Friday, 2 May 2014

A Nazi in Palestine - The Flat and the darkness of family history

"When we start talking about the past, it is impossible to stop" - Arnon Goldfinger

I just watched the fascinating documentary The Flat on Netflix, which focuses over the life long friendship of a Nazi and Jewish couple. When Arnon Goldfinger’s maternal grandmother passed away at the age of 98, she left a mountain of photos, letters, files, and objects: the accumulated ephemera of a lifetime. He admits that his family was not talkative and they know so little of their family's past except that they came to Israel from Berlin before World War II. Like the film maker, I know very little about the Europe pre-World War II. My area was/is China and Aboriginal studies, so I'm learning only now about European History.


In his grandmother's flat Goldfinger finds a crazy relic: a commemorative coin with a swatskita and a Jewish star on the sides. H reads and finds out from a friend that it commemorates the Nazis coming to Palestine. He finds pro-Nazi papers in the house. This mystery deepens until it drag him into an unknown part of his own history. Slowly he begins to uncover a complex story of friendship despite war. political and racial differences.

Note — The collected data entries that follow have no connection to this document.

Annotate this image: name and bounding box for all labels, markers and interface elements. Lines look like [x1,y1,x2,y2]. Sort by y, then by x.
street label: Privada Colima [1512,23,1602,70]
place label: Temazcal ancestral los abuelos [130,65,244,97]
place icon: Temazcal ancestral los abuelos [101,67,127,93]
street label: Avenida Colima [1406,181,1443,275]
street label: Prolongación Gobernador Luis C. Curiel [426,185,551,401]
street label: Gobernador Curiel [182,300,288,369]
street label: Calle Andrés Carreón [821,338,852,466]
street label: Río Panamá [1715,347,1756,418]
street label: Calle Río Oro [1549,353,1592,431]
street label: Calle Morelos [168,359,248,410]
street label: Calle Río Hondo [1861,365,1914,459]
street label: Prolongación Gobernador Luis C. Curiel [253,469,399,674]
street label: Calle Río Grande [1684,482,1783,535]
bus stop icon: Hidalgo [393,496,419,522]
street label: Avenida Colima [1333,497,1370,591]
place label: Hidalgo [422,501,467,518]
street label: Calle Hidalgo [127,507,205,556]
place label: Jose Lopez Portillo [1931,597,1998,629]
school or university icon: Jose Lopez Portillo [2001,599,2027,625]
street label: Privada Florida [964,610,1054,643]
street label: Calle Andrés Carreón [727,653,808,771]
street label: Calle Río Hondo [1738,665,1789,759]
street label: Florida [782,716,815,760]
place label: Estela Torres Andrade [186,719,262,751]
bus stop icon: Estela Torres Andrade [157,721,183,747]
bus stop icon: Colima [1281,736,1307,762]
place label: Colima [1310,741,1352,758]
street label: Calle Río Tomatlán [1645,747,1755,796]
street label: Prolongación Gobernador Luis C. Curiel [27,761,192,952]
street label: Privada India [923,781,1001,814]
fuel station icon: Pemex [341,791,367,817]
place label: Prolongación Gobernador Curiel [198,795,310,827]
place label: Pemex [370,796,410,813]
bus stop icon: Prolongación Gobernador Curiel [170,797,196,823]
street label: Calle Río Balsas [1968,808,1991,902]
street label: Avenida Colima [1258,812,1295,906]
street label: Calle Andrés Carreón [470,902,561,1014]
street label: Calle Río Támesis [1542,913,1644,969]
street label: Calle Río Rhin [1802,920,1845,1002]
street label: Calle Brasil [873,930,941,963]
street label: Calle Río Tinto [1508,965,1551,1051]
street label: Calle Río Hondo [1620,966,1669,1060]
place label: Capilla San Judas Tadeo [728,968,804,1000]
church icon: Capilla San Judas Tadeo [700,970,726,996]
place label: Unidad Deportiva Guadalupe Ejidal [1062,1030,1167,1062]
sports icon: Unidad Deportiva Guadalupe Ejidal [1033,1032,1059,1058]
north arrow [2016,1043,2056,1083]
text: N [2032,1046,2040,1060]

To understand the coin, let's go back to the 1930s and the "Jewish Question". Where the National Socialists (Nazi party) had not yet worked out a way to get rid of the Jews in Germany, the Zionists, with their ambition to establish a Jewish homeland and their sponsorship of Jewish emigration to Palestine, had an answer. After the boycott of German Jews of April 1st, 1933, and the introduction of the non-Aryan legislation less than a week later, there was no specific policy concerning its solution. Men like SS Officer Leopold von Milderstein wanted to removed all Jews from Germany and were looking for an easy answer. The Zionist had it. Everyone should be sent to Palestine and start their own homeland - which many Jewish pioneers to the region has already begun. So von Milderstein headed to Palestine to see if this was possible.

Goldfinger's grandfather was Kurt Tuchler, an official with the Zionist Federation of Germany, who traveled with von Milderstein. The men brought their wives with them. As they headed on the train Palestine, they all became friends. Goldfinger finds pictures of his grandparents and the von Midlersteins, just a happy set of people looking mightily at their ease on vacation. 

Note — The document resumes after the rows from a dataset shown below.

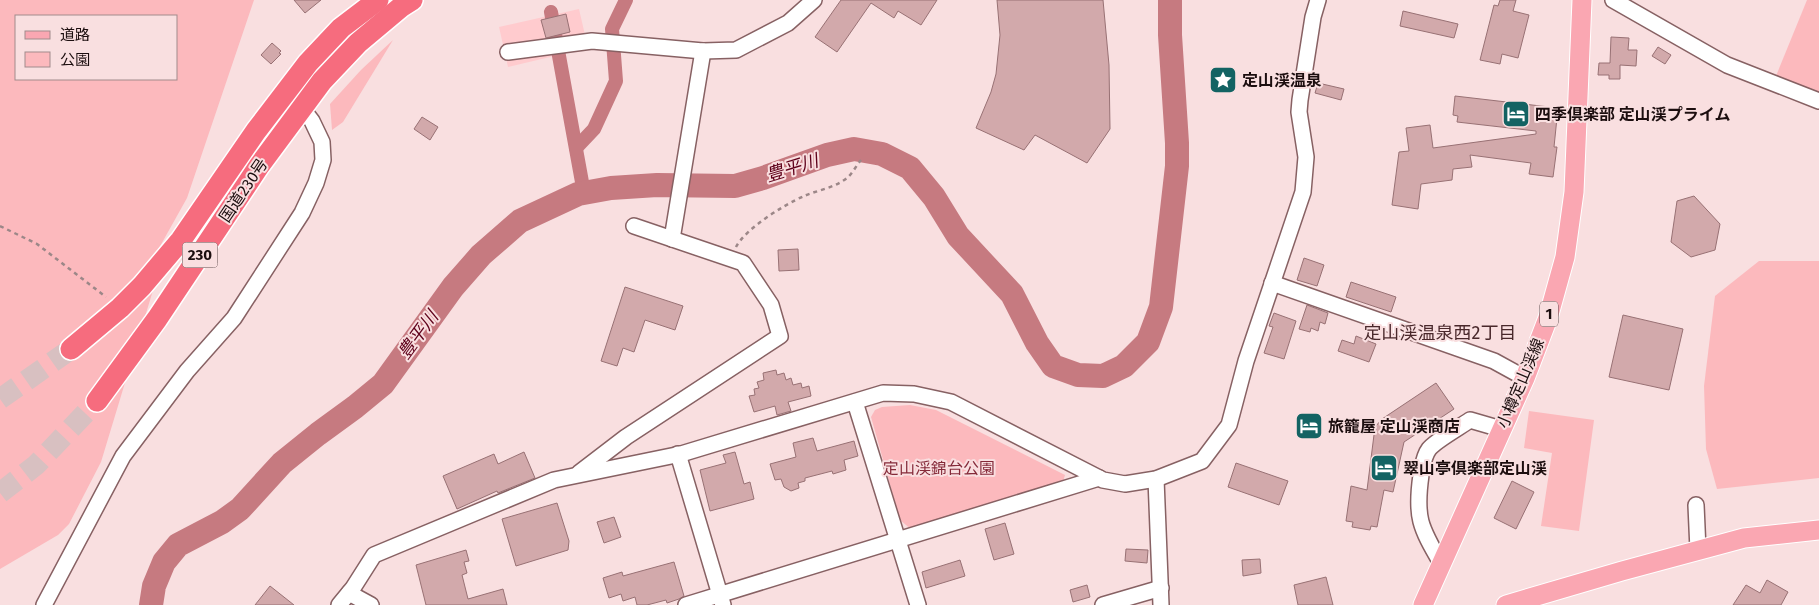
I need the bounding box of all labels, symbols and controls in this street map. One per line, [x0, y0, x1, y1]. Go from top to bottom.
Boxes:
legend [15, 15, 178, 80]
text: 道路 [60, 26, 90, 44]
text: 公園 [60, 51, 90, 69]
place icon: 定山渓温泉 [1208, 65, 1238, 95]
place label: 定山渓温泉 [1242, 71, 1322, 90]
hotel icon: 四季倶楽部 定山渓プライム [1501, 99, 1531, 129]
place label: 四季倶楽部 定山渓プライム [1535, 105, 1730, 124]
water label: 豊平川 [763, 149, 823, 186]
street label: 国道230号 [215, 155, 272, 226]
road number: 230 [182, 242, 218, 268]
road number: 1 [1540, 302, 1558, 326]
water label: 豊平川 [393, 305, 444, 363]
district label: 定山渓温泉西2丁目 [1364, 322, 1516, 344]
street label: 小樽定山渓線 [1493, 335, 1548, 431]
hotel icon: 旅籠屋 定山渓商店 [1294, 411, 1324, 441]
place label: 旅籠屋 定山渓商店 [1328, 417, 1460, 436]
hotel icon: 翠山亭倶楽部定山渓 [1369, 453, 1399, 483]
park label: 定山渓錦台公園 [883, 459, 995, 478]
place label: 翠山亭倶楽部定山渓 [1403, 459, 1547, 478]

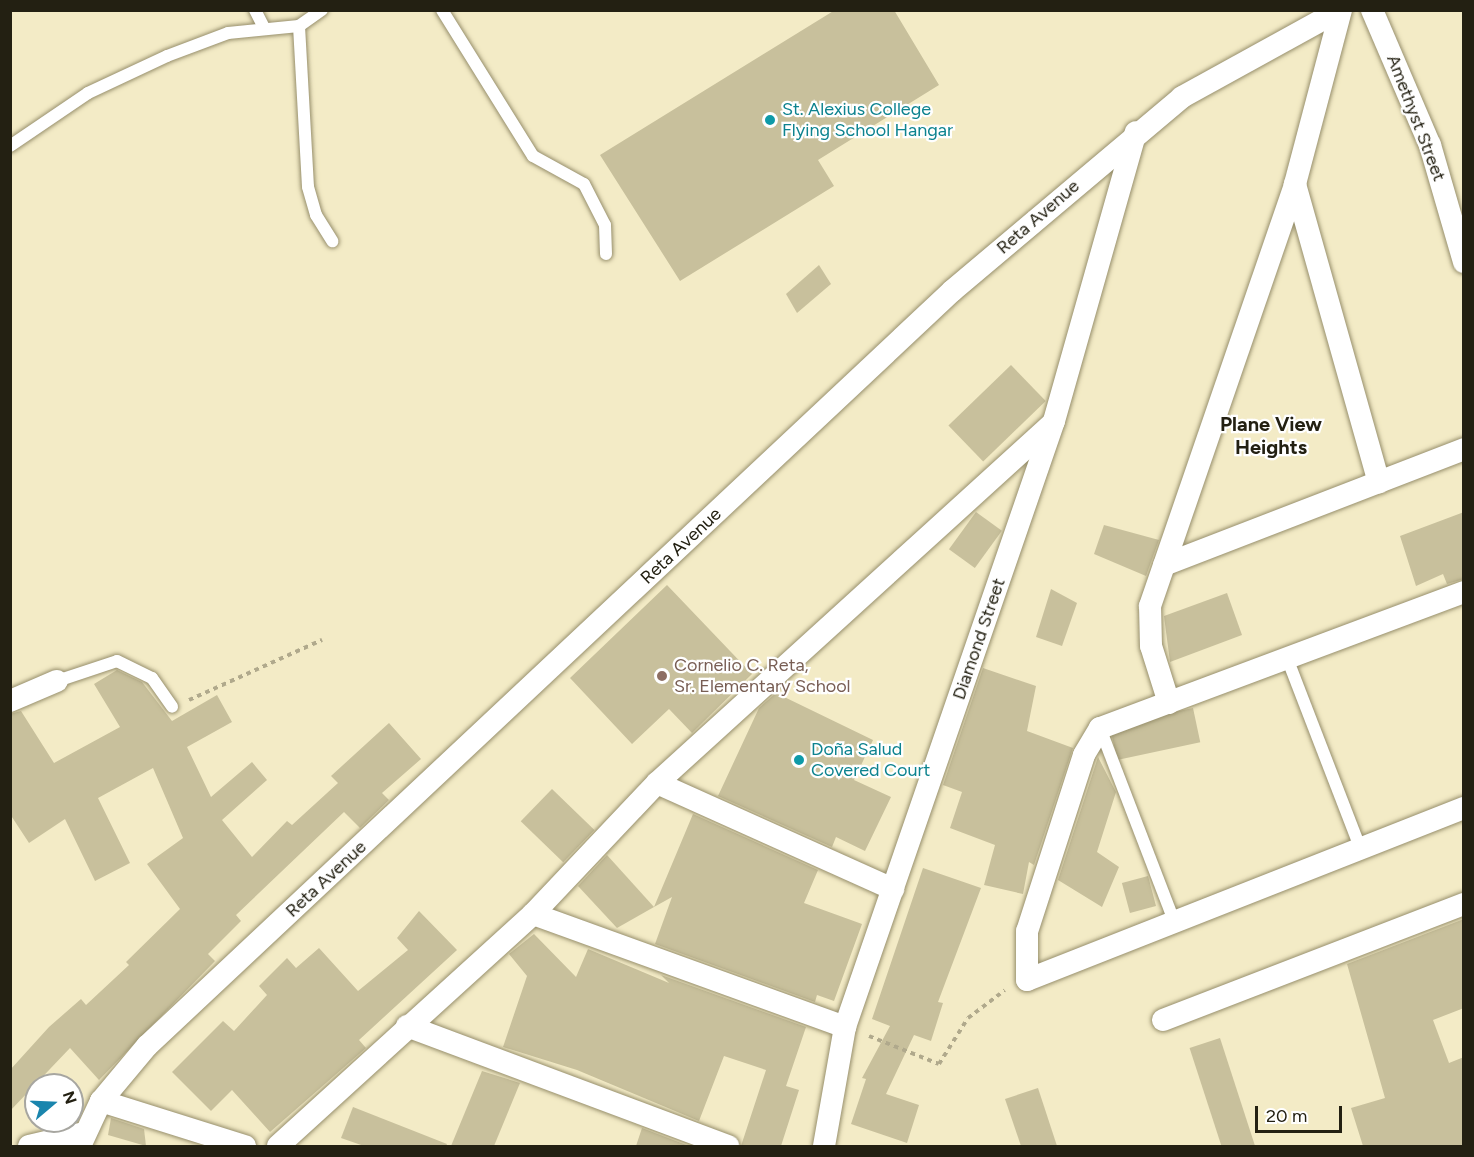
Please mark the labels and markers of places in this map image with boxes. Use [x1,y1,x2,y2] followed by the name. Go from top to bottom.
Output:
[782,99,953,142] place label: St. Alexius College Flying School Hangar
[763,113,777,127] marker: St. Alexius College Flying School Hangar
[674,655,851,698] place label: Cornelio C. Reta, Sr. Elementary School
[655,669,669,683] marker: Cornelio C. Reta, Sr. Elementary School
[811,739,930,782] place label: Doña Salud Covered Court
[792,753,806,767] marker: Doña Salud Covered Court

Some expulsions did occur. A central office for Jewish Immigration was created in Vienna, and they deported over 150,000 Jews. von Milderstein who by this time thanks to his friends, became a pro-Zionist, was told the idea was too expensive, and id not fit with the antisemitism of many higher ups. Despite this he remained as far as documents can attest, to be part of the secret service before 1937. He even hired Aldoph Eichmann and was his first boss. He was promoted to working with the media even into 1938.
But why did the Tuchlers resume their friendship even after the horrors of the war and the Holocaust?

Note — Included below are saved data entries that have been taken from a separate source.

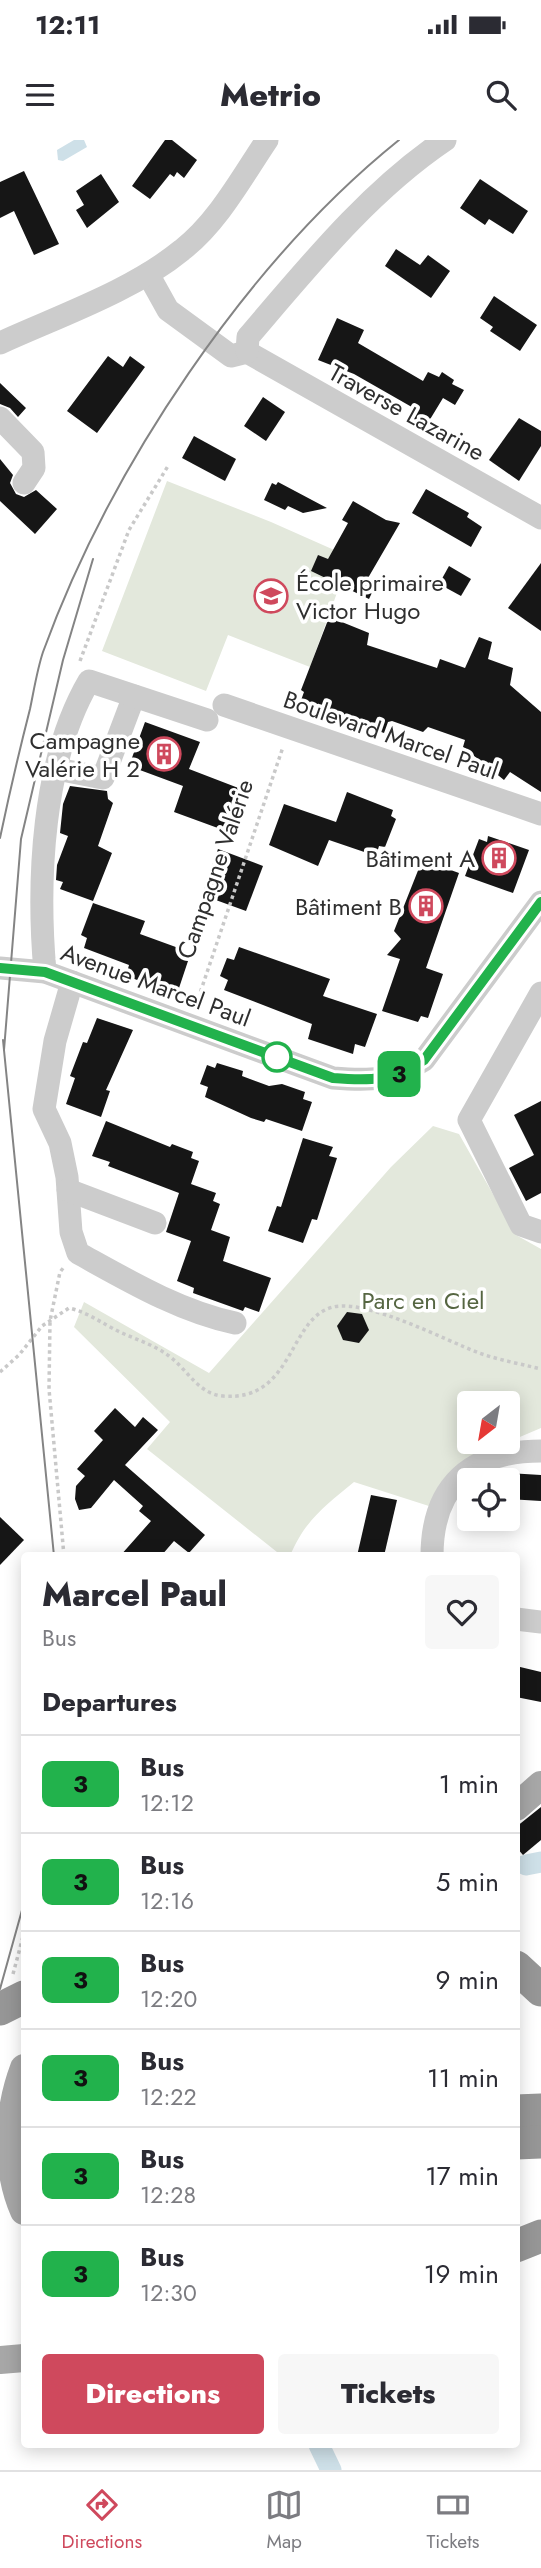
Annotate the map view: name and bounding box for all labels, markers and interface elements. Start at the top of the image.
text: 12:11 [35,6,100,44]
text: Metrio [220,72,321,118]
icon: menu [21,76,59,114]
icon: search [482,76,520,114]
street label: Traverse Lazarine [323,355,491,469]
place label: École primaire Victor Hugo [296,565,444,628]
school or university icon: École primaire Victor Hugo [252,577,290,615]
street label: Boulevard Marcel Paul [279,682,503,788]
place label: Campagne Valérie H 2 [25,723,140,786]
building icon: Campagne Valérie H 2 [145,735,183,773]
street label: Campagne Valérie [168,775,262,963]
building icon: Bâtiment A [480,839,518,877]
place label: Bâtiment A [365,841,475,876]
building icon: Bâtiment B [407,887,445,925]
place label: Bâtiment B [295,889,402,924]
street label: Avenue Marcel Paul [56,934,256,1036]
unlabelled marker [262,1042,292,1072]
line badge: 3 [376,1051,422,1097]
text: 3 [392,1056,406,1091]
park label: Parc en Ciel [361,1283,485,1318]
north arrow [457,1391,520,1454]
map controls [457,1391,520,1531]
button: locate [457,1468,520,1531]
text: Marcel Paul [42,1571,227,1618]
button: heart [425,1575,499,1649]
text: Bus [42,1621,76,1655]
text: Departures [42,1683,177,1721]
text: Bus [140,1748,184,1786]
text: 1 min [439,1765,499,1803]
text: 3 [73,1766,88,1801]
text: 12:12 [140,1786,194,1820]
text: Bus [140,1846,184,1884]
text: 5 min [436,1863,499,1901]
text: 3 [73,1864,88,1899]
text: 12:16 [140,1884,194,1918]
text: Bus [140,1944,184,1982]
text: 9 min [436,1961,499,1999]
text: 3 [73,1962,88,1997]
text: 12:20 [140,1982,197,2016]
text: Bus [140,2042,184,2080]
text: 11 min [427,2059,499,2097]
text: 3 [73,2060,88,2095]
text: 12:22 [140,2080,197,2114]
text: Bus [140,2140,184,2178]
text: 17 min [425,2157,499,2195]
text: 3 [73,2158,88,2193]
text: 12:28 [140,2178,196,2212]
text: Bus [140,2238,184,2276]
text: 19 min [424,2255,499,2293]
text: 3 [73,2256,88,2291]
text: 12:30 [140,2276,197,2310]
button: Directions [42,2354,264,2434]
button: Tickets [278,2354,499,2434]
tab: Directions [62,2486,142,2555]
tab: Map [265,2486,303,2555]
tab: Tickets [426,2486,479,2555]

Von Mildenstein was an educated and sophisticated man who found in Tuchler his intellectual equal, Goldfinger proposed.  So the SS officer found no contradiction in ordering the expulsion of Jews in the morning, and in the afternoon having a cup of coffee and stimulating chat with Tuchler, though, regrettably, the Jew would have to go in the end. Goldfinger put the same question to a German scholar as part of the documentary, who answered that perhaps Tuchler needed the relationship more than did von Mildenstein.